August 21, 2026

Mobil Listrik Mendominasi Model Terlaris di GIIAS 2026: Rekap Surat Pesanan Kendaraan

Mobil Listrik Mendominasi Model Terlaris di GIIAS 2026: Rekap Surat Pesanan Kendaraan

Pameran otomotif terbesar di Indonesia, Gaikindo Indonesia International Auto Show (GIIAS) 2026, mencatatkan tren yang signifikan. Berdasarkan rekap Surat Pesanan Kendaraan (SPK) yang dirilis, mobil listrik mulai mendominasi jajaran model terlaris. Hal ini menandakan pergeseran preferensi konsumen menuju kendaraan ramah lingkungan.

Dominasi Mobil Listrik di GIIAS 2026

Data SPK GIIAS 2026 menunjukkan bahwa kendaraan listrik berbasis baterai (BEV) berhasil merebut pangsa pasar yang cukup besar. Beberapa model mobil listrik dari berbagai merek masuk dalam daftar teratas penjualan selama pameran berlangsung.

Faktor Pendorong Popularitas Mobil Listrik

  • Insentif Pemerintah: Kebijakan bebas pajak dan subsidi untuk pembelian mobil listrik semakin menarik minat konsumen.
  • Efisiensi Biaya: Biaya operasional yang lebih rendah dibandingkan mobil konvensional menjadi pertimbangan utama.
  • Kesadaran Lingkungan: Meningkatnya kesadaran akan emisi karbon mendorong masyarakat beralih ke kendaraan listrik.
  • Infrastruktur Pengisian: Jumlah stasiun pengisian kendaraan listrik umum (SPKLU) yang terus bertambah memudahkan pengguna.

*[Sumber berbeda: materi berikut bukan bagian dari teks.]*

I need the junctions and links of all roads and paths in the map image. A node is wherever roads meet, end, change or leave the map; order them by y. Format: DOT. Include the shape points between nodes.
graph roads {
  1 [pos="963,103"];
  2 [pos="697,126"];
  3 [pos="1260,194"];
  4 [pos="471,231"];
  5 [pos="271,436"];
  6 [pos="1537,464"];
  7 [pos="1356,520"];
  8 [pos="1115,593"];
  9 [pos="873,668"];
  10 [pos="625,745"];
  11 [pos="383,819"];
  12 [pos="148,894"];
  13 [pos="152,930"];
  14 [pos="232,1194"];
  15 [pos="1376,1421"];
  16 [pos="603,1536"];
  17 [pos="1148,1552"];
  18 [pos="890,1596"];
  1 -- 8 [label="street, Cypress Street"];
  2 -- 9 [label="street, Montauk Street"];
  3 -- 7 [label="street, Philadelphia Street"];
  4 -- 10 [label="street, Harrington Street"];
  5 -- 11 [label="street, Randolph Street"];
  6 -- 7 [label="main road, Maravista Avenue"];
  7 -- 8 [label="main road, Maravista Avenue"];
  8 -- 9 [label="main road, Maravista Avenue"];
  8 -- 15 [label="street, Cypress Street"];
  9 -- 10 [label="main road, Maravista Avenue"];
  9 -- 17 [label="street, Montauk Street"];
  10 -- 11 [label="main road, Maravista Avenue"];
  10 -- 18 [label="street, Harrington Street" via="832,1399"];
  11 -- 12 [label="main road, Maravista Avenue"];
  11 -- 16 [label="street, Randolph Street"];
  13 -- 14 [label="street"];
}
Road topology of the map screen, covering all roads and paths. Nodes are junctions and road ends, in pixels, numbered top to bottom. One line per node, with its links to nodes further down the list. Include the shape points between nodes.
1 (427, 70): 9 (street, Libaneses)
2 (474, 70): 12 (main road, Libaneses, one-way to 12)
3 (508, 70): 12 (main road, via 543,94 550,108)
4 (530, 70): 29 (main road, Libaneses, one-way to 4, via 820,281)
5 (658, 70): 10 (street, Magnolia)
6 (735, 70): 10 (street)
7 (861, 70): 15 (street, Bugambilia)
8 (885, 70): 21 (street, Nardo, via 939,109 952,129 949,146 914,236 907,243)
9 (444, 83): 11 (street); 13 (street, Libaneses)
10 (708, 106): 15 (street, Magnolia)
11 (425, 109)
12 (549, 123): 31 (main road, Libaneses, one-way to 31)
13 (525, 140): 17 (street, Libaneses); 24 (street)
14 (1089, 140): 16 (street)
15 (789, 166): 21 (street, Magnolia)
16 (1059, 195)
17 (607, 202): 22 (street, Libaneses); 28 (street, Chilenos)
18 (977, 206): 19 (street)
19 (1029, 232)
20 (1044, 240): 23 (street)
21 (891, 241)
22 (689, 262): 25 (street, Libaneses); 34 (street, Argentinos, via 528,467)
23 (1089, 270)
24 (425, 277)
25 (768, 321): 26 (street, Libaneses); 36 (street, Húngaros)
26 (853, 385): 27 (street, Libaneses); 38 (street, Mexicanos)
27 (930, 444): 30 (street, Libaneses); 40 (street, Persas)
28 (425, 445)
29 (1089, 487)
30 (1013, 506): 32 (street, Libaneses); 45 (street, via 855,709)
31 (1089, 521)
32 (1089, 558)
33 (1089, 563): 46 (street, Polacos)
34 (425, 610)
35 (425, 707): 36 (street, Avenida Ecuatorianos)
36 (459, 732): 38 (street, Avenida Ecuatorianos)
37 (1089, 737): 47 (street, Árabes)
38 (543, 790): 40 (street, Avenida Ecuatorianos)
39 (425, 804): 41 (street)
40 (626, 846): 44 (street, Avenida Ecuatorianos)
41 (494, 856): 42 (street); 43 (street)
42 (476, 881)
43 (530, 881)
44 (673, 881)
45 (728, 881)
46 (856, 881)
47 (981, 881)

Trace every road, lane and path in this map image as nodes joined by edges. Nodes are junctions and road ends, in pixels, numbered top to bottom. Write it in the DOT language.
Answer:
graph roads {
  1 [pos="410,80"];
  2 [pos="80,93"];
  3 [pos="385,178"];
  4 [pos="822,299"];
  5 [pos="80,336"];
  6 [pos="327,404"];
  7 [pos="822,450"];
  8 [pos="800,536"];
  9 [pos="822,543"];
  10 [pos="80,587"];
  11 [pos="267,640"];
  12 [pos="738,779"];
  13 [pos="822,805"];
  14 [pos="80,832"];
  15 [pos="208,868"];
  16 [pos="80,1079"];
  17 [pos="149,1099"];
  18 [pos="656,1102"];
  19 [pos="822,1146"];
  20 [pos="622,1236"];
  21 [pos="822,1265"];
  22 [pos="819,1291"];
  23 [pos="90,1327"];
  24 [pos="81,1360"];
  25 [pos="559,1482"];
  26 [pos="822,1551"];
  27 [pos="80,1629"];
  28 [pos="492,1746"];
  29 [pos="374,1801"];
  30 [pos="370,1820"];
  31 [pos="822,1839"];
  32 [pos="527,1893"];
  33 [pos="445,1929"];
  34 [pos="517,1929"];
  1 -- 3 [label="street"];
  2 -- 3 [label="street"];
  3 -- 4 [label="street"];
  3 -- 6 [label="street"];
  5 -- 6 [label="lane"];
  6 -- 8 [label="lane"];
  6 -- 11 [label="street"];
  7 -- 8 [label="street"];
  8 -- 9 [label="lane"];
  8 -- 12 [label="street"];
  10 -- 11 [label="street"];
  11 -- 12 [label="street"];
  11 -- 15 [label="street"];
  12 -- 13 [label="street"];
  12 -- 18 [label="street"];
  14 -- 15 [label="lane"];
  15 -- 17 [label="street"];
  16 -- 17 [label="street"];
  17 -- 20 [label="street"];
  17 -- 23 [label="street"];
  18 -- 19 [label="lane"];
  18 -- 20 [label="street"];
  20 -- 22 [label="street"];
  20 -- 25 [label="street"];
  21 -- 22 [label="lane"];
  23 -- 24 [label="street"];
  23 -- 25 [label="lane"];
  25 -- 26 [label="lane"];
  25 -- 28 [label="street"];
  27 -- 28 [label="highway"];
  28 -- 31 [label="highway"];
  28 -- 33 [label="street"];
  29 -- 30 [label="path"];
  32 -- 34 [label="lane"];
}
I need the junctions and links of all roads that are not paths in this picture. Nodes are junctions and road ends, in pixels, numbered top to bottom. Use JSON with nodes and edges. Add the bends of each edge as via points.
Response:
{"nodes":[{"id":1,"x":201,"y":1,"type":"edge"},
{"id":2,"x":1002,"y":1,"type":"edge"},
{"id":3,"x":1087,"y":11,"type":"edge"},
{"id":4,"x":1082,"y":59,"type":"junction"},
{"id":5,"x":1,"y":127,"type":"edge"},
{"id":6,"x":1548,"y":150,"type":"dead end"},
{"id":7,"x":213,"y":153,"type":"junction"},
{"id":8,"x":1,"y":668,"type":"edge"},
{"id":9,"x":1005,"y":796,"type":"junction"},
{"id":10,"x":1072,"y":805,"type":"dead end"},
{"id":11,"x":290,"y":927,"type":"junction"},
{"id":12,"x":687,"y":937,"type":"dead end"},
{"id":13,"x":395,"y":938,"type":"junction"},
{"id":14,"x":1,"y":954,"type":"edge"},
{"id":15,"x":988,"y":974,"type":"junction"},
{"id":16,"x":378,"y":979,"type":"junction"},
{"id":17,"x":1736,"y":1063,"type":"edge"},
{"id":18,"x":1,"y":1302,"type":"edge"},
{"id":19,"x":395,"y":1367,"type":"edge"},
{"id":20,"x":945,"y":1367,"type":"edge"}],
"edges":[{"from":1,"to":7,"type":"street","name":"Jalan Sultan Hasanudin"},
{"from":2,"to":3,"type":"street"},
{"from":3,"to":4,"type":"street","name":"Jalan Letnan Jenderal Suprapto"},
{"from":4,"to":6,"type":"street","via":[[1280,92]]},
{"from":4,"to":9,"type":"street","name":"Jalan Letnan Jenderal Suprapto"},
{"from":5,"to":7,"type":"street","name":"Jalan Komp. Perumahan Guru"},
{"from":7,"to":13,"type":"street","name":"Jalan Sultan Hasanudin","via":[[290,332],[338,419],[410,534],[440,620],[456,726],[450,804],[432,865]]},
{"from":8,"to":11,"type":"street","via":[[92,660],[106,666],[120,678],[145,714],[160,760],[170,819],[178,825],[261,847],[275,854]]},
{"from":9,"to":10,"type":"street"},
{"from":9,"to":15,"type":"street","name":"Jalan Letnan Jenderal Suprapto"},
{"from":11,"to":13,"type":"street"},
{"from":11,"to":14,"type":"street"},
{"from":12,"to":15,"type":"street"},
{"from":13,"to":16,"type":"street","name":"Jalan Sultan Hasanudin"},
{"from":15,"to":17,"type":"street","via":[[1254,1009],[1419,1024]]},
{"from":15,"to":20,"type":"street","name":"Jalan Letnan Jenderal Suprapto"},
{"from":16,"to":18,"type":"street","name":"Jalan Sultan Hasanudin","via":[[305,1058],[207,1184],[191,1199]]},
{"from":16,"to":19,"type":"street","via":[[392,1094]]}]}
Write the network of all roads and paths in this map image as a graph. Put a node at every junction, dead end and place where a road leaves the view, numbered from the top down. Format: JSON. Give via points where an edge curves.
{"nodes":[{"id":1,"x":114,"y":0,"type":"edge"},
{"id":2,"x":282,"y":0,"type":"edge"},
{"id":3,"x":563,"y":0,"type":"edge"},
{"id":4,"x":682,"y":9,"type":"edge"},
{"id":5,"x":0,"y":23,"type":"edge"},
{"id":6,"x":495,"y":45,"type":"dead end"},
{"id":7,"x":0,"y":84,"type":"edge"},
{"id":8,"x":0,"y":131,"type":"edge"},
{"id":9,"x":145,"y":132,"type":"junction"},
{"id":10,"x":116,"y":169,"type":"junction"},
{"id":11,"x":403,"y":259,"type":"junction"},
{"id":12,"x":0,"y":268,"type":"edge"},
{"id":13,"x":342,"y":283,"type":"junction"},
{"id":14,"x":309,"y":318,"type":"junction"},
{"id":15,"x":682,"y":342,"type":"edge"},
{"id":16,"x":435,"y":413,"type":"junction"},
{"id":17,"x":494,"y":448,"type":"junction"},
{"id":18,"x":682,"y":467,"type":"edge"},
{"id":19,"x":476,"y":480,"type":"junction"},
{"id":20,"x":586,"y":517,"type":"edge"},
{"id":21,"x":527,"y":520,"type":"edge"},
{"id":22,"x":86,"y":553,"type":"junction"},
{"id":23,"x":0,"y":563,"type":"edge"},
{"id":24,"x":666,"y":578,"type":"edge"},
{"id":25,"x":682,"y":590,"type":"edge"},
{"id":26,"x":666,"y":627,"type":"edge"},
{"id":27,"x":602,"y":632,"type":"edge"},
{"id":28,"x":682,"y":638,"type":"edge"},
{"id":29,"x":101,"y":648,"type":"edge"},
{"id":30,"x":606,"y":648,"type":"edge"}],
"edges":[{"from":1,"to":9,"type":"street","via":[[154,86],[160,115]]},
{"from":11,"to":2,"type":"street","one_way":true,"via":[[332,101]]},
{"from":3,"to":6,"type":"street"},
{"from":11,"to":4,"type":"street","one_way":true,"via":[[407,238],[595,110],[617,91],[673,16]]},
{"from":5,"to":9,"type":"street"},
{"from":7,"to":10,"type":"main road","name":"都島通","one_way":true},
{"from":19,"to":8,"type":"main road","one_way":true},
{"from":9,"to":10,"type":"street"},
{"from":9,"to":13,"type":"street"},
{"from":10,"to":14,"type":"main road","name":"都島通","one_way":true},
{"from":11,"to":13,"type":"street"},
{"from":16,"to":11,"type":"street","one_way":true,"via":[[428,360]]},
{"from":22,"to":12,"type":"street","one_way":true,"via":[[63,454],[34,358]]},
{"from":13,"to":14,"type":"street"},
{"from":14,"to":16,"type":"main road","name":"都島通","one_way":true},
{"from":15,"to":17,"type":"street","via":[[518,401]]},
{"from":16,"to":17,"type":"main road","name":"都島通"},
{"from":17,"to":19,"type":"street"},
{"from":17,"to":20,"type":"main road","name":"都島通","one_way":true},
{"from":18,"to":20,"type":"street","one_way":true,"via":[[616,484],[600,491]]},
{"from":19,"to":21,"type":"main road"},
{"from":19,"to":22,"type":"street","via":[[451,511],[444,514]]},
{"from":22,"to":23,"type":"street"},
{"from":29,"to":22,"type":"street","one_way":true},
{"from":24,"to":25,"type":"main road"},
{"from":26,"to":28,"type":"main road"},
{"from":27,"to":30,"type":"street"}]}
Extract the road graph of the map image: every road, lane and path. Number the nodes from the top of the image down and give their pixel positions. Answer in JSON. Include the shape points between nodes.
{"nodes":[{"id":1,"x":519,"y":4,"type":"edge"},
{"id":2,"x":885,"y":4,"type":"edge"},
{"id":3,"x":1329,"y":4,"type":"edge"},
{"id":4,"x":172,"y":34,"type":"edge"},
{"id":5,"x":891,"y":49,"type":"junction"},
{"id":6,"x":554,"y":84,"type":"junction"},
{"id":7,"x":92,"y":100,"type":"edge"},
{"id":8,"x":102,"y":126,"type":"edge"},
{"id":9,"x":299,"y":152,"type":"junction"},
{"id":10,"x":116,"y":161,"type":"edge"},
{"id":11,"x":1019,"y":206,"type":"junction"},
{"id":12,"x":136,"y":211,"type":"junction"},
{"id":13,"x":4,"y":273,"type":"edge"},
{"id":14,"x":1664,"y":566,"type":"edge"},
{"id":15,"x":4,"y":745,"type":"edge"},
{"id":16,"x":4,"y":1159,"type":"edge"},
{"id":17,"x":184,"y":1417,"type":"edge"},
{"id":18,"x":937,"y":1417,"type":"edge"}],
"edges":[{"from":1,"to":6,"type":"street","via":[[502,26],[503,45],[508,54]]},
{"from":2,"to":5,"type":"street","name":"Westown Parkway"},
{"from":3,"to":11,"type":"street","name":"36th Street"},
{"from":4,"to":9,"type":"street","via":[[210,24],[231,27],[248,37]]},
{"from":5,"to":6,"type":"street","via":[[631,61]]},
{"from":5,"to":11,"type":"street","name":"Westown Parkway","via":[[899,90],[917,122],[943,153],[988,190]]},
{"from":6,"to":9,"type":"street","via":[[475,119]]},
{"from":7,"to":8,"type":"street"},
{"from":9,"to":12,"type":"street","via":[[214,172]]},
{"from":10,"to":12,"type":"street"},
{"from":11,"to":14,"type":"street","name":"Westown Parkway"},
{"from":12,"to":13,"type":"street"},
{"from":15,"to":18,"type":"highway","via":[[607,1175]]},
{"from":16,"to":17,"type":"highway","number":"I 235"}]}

Model Mobil Listrik Terlaris

Berikut adalah beberapa model mobil listrik yang mencatatkan SPK tertinggi selama GIIAS 2026:

  • Hyundai Ioniq 5
  • Wuling Air EV
  • BYD Atto 3
  • Tesla Model 3
  • Mitsubishi Minicab-MiEV

Menariknya, mobil listrik tidak hanya populer di segmen perkotaan, tetapi juga mulai merambah segmen SUV dan komersial ringan. Hal ini terlihat dari tingginya pemesanan untuk model seperti Hyundai Ioniq 5 dan BYD Atto 3 yang memiliki desain sporty dan fitur canggih.

Prospek Masa Depan

Dengan dominasi mobil listrik di GIIAS 2026, industri otomotif Indonesia diprediksi akan semakin beralih ke elektrifikasi. Produsen mobil pun berlomba meluncurkan varian listrik baru untuk memenuhi permintaan pasar. Ke depannya, diharapkan infrastruktur pendukung seperti SPKLU dan sistem daur ulang baterai juga ikut berkembang pesat.